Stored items
--- --- ---

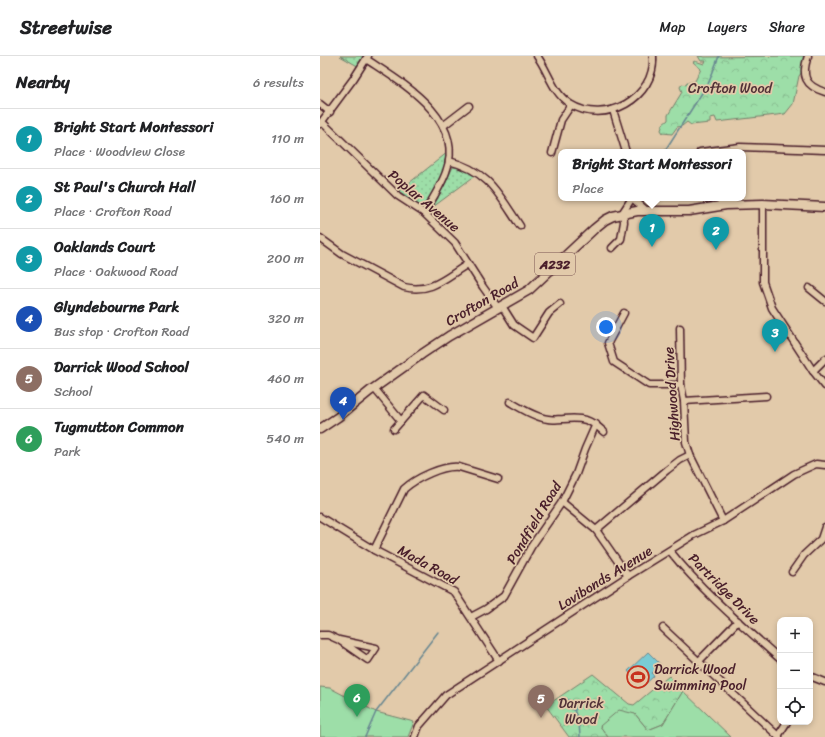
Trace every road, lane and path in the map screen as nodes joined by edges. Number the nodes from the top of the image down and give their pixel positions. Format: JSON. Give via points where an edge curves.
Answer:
{"nodes":[{"id":1,"x":537,"y":56,"type":"edge"},
{"id":2,"x":653,"y":56,"type":"edge"},
{"id":3,"x":808,"y":56,"type":"edge"},
{"id":4,"x":367,"y":57,"type":"edge"},
{"id":5,"x":825,"y":92,"type":"edge"},
{"id":6,"x":320,"y":104,"type":"edge"},
{"id":7,"x":571,"y":105,"type":"junction"},
{"id":8,"x":469,"y":106,"type":"dead end"},
{"id":9,"x":613,"y":110,"type":"junction"},
{"id":10,"x":330,"y":112,"type":"junction"},
{"id":11,"x":321,"y":123,"type":"edge"},
{"id":12,"x":443,"y":126,"type":"junction"},
{"id":13,"x":625,"y":149,"type":"edge"},
{"id":14,"x":724,"y":149,"type":"edge"},
{"id":15,"x":825,"y":150,"type":"edge"},
{"id":16,"x":552,"y":153,"type":"dead end"},
{"id":17,"x":449,"y":161,"type":"junction"},
{"id":18,"x":630,"y":201,"type":"edge"},
{"id":19,"x":635,"y":201,"type":"edge"},
{"id":20,"x":763,"y":204,"type":"junction"},
{"id":21,"x":825,"y":206,"type":"edge"},
{"id":22,"x":648,"y":211,"type":"junction"},
{"id":23,"x":424,"y":213,"type":"junction"},
{"id":24,"x":623,"y":214,"type":"junction"},
{"id":25,"x":520,"y":226,"type":"dead end"},
{"id":26,"x":320,"y":238,"type":"edge"},
{"id":27,"x":612,"y":248,"type":"dead end"},
{"id":28,"x":468,"y":264,"type":"junction"},
{"id":29,"x":809,"y":288,"type":"dead end"},
{"id":30,"x":825,"y":301,"type":"edge"},
{"id":31,"x":560,"y":304,"type":"dead end"},
{"id":32,"x":500,"y":307,"type":"junction"},
{"id":33,"x":624,"y":313,"type":"dead end"},
{"id":34,"x":680,"y":328,"type":"dead end"},
{"id":35,"x":825,"y":359,"type":"edge"},
{"id":36,"x":813,"y":371,"type":"junction"},
{"id":37,"x":681,"y":385,"type":"junction"},
{"id":38,"x":825,"y":386,"type":"edge"},
{"id":39,"x":374,"y":388,"type":"junction"},
{"id":40,"x":766,"y":396,"type":"dead end"},
{"id":41,"x":684,"y":401,"type":"junction"},
{"id":42,"x":510,"y":402,"type":"dead end"},
{"id":43,"x":444,"y":410,"type":"dead end"},
{"id":44,"x":401,"y":421,"type":"junction"},
{"id":45,"x":596,"y":424,"type":"junction"},
{"id":46,"x":320,"y":429,"type":"edge"},
{"id":47,"x":394,"y":429,"type":"dead end"},
{"id":48,"x":604,"y":432,"type":"dead end"},
{"id":49,"x":690,"y":455,"type":"junction"},
{"id":50,"x":825,"y":465,"type":"edge"},
{"id":51,"x":498,"y":479,"type":"dead end"},
{"id":52,"x":562,"y":502,"type":"junction"},
{"id":53,"x":320,"y":517,"type":"edge"},
{"id":54,"x":723,"y":521,"type":"junction"},
{"id":55,"x":825,"y":527,"type":"edge"},
{"id":56,"x":596,"y":530,"type":"junction"},
{"id":57,"x":374,"y":550,"type":"junction"},
{"id":58,"x":670,"y":551,"type":"junction"},
{"id":59,"x":792,"y":572,"type":"dead end"},
{"id":60,"x":628,"y":576,"type":"junction"},
{"id":61,"x":471,"y":618,"type":"junction"},
{"id":62,"x":738,"y":621,"type":"junction"},
{"id":63,"x":663,"y":628,"type":"dead end"},
{"id":64,"x":320,"y":635,"type":"edge"},
{"id":65,"x":339,"y":640,"type":"junction"},
{"id":66,"x":777,"y":656,"type":"edge"},
{"id":67,"x":499,"y":661,"type":"junction"},
{"id":68,"x":699,"y":661,"type":"junction"},
{"id":69,"x":813,"y":677,"type":"edge"},
{"id":70,"x":825,"y":682,"type":"edge"},
{"id":71,"x":785,"y":725,"type":"edge"},
{"id":72,"x":415,"y":737,"type":"edge"},
{"id":73,"x":778,"y":737,"type":"edge"}],
"edges":[{"from":1,"to":7,"type":"street","via":[[556,92]]},
{"from":2,"to":9,"type":"street","via":[[646,84],[632,101]]},
{"from":3,"to":5,"type":"street","via":[[804,68],[805,76],[815,89]]},
{"from":4,"to":10,"type":"street"},
{"from":4,"to":12,"type":"street","via":[[421,97]]},
{"from":6,"to":10,"type":"street"},
{"from":7,"to":9,"type":"street","via":[[595,112]]},
{"from":7,"to":16,"type":"street","via":[[561,120]]},
{"from":8,"to":12,"type":"street"},
{"from":9,"to":13,"type":"street"},
{"from":10,"to":11,"type":"street"},
{"from":11,"to":23,"type":"street","name":"Poplar Avenue","via":[[398,196]]},
{"from":12,"to":17,"type":"street","via":[[448,136]]},
{"from":14,"to":15,"type":"street","via":[[740,147]]},
{"from":17,"to":23,"type":"street","via":[[446,172]]},
{"from":17,"to":25,"type":"street","via":[[463,164],[485,178]]},
{"from":18,"to":24,"type":"street"},
{"from":19,"to":22,"type":"street"},
{"from":20,"to":21,"type":"main road","name":"Crofton Road","number":"A232"},
{"from":20,"to":22,"type":"main road","name":"Crofton Road","number":"A232","via":[[726,205],[689,211]]},
{"from":20,"to":36,"type":"street","via":[[763,282],[772,308]]},
{"from":22,"to":24,"type":"main road","name":"Crofton Road","number":"A232"},
{"from":23,"to":28,"type":"street","name":"Poplar Avenue","via":[[455,243]]},
{"from":24,"to":27,"type":"street","via":[[621,238]]},
{"from":24,"to":32,"type":"main road","name":"Crofton Road","number":"A232","via":[[605,220],[529,290]]},
{"from":26,"to":28,"type":"street","via":[[342,254],[404,287],[413,289],[431,287]]},
{"from":28,"to":32,"type":"street","name":"Poplar Avenue"},
{"from":29,"to":30,"type":"street"},
{"from":31,"to":32,"type":"street","name":"Poplar Avenue","via":[[549,313],[533,338],[514,325]]},
{"from":32,"to":39,"type":"main road","name":"Crofton Road","number":"A232","via":[[449,336]]},
{"from":33,"to":37,"type":"street","via":[[608,343],[614,362],[649,385]]},
{"from":34,"to":37,"type":"street","name":"Highwood Drive"},
{"from":35,"to":36,"type":"street"},
{"from":36,"to":38,"type":"street"},
{"from":37,"to":41,"type":"street","name":"Highwood Drive"},
{"from":39,"to":44,"type":"street"},
{"from":39,"to":46,"type":"main road","name":"Crofton Road","number":"A232"},
{"from":40,"to":41,"type":"street"},
{"from":41,"to":49,"type":"street","name":"Highwood Drive","via":[[686,442]]},
{"from":42,"to":45,"type":"street","via":[[547,420],[586,419]]},
{"from":43,"to":44,"type":"street","via":[[424,395]]},
{"from":44,"to":47,"type":"street"},
{"from":45,"to":48,"type":"street"},
{"from":45,"to":52,"type":"street","name":"Pondfield Road"},
{"from":49,"to":54,"type":"street","name":"Highwood Drive"},
{"from":49,"to":56,"type":"street","via":[[667,470]]},
{"from":50,"to":54,"type":"street","name":"Lovibonds Avenue","via":[[816,464],[794,474]]},
{"from":51,"to":57,"type":"street","via":[[452,466],[411,483],[404,489]]},
{"from":52,"to":56,"type":"street"},
{"from":52,"to":61,"type":"street","name":"Pondfield Road","via":[[504,596]]},
{"from":53,"to":57,"type":"street","name":"Mada Road"},
{"from":54,"to":58,"type":"street","name":"Lovibonds Avenue","via":[[694,535]]},
{"from":55,"to":59,"type":"street","via":[[821,539],[804,555]]},
{"from":56,"to":60,"type":"street"},
{"from":57,"to":61,"type":"street","name":"Mada Road","via":[[454,592]]},
{"from":58,"to":60,"type":"street","name":"Lovibonds Avenue"},
{"from":58,"to":62,"type":"street","name":"Partridge Drive"},
{"from":60,"to":67,"type":"street","name":"Lovibonds Avenue"},
{"from":61,"to":67,"type":"street","name":"Mada Road"},
{"from":62,"to":66,"type":"street","name":"Partridge Drive"},
{"from":62,"to":68,"type":"street"},
{"from":63,"to":68,"type":"street"},
{"from":64,"to":65,"type":"street","via":[[328,635]]},
{"from":65,"to":65,"type":"street","via":[[376,648],[368,660]]},
{"from":67,"to":72,"type":"street","name":"Lovibonds Avenue","via":[[446,695],[419,726]]},
{"from":68,"to":73,"type":"street"},
{"from":69,"to":70,"type":"street"},
{"from":71,"to":73,"type":"street"}]}
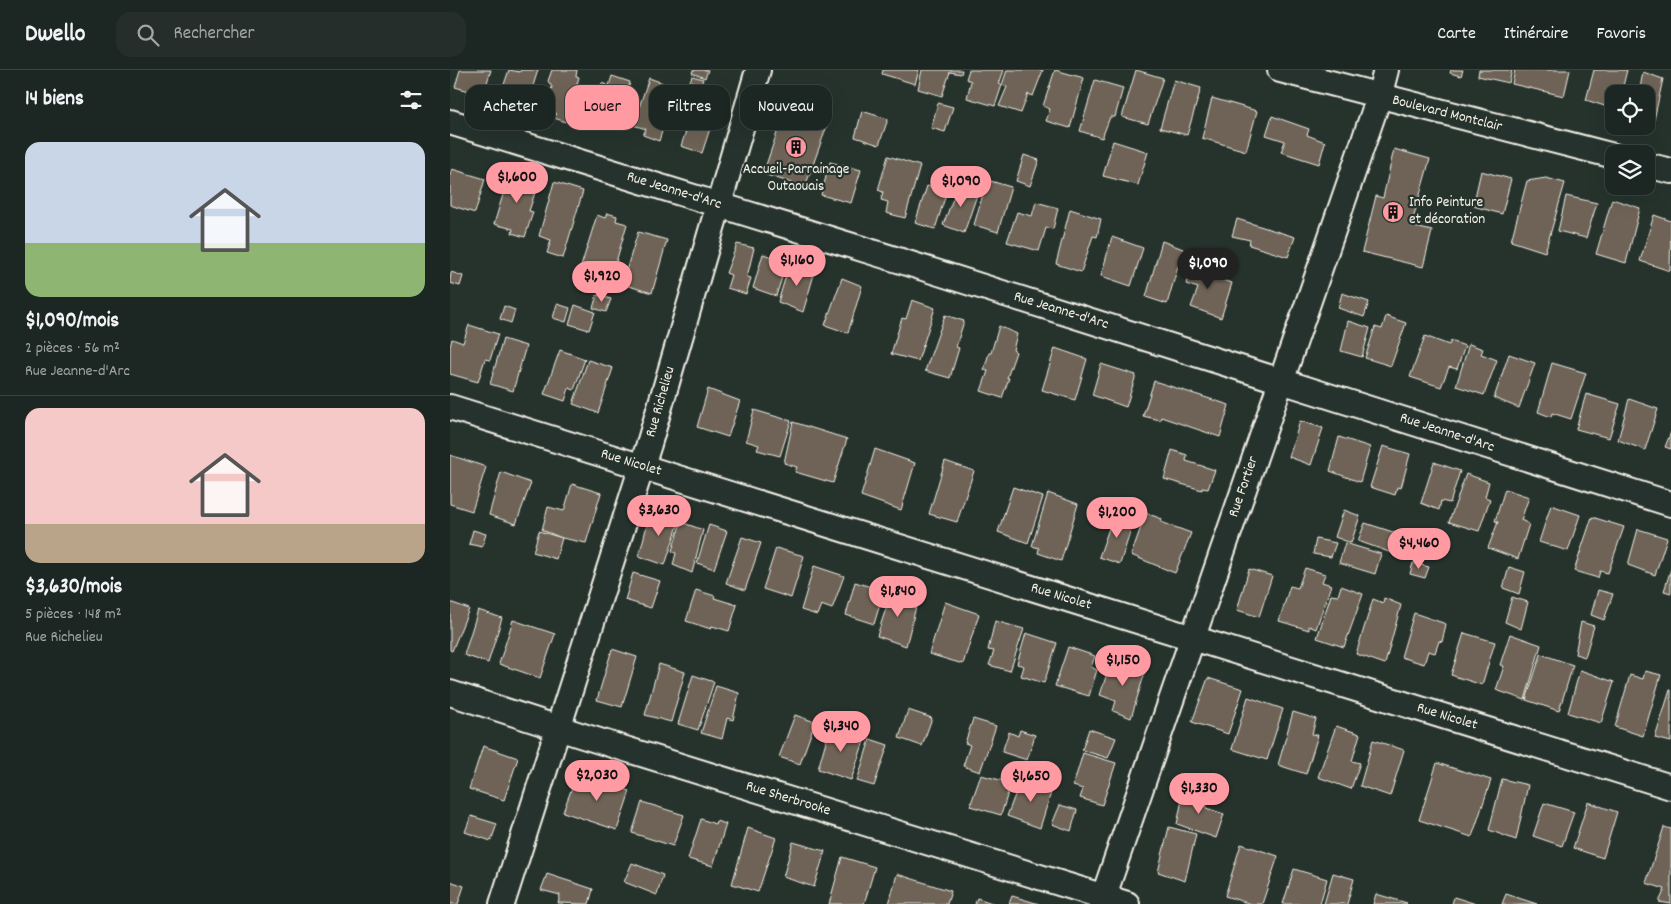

--- --- ---

# About this exercise
Write out every line from the entries where "Mada" appears.

# Answer for this exercise
{"from":53,"to":57,"type":"street","name":"Mada Road"},
{"from":57,"to":61,"type":"street","name":"Mada Road","via":[[454,592]]},
{"from":61,"to":67,"type":"street","name":"Mada Road"},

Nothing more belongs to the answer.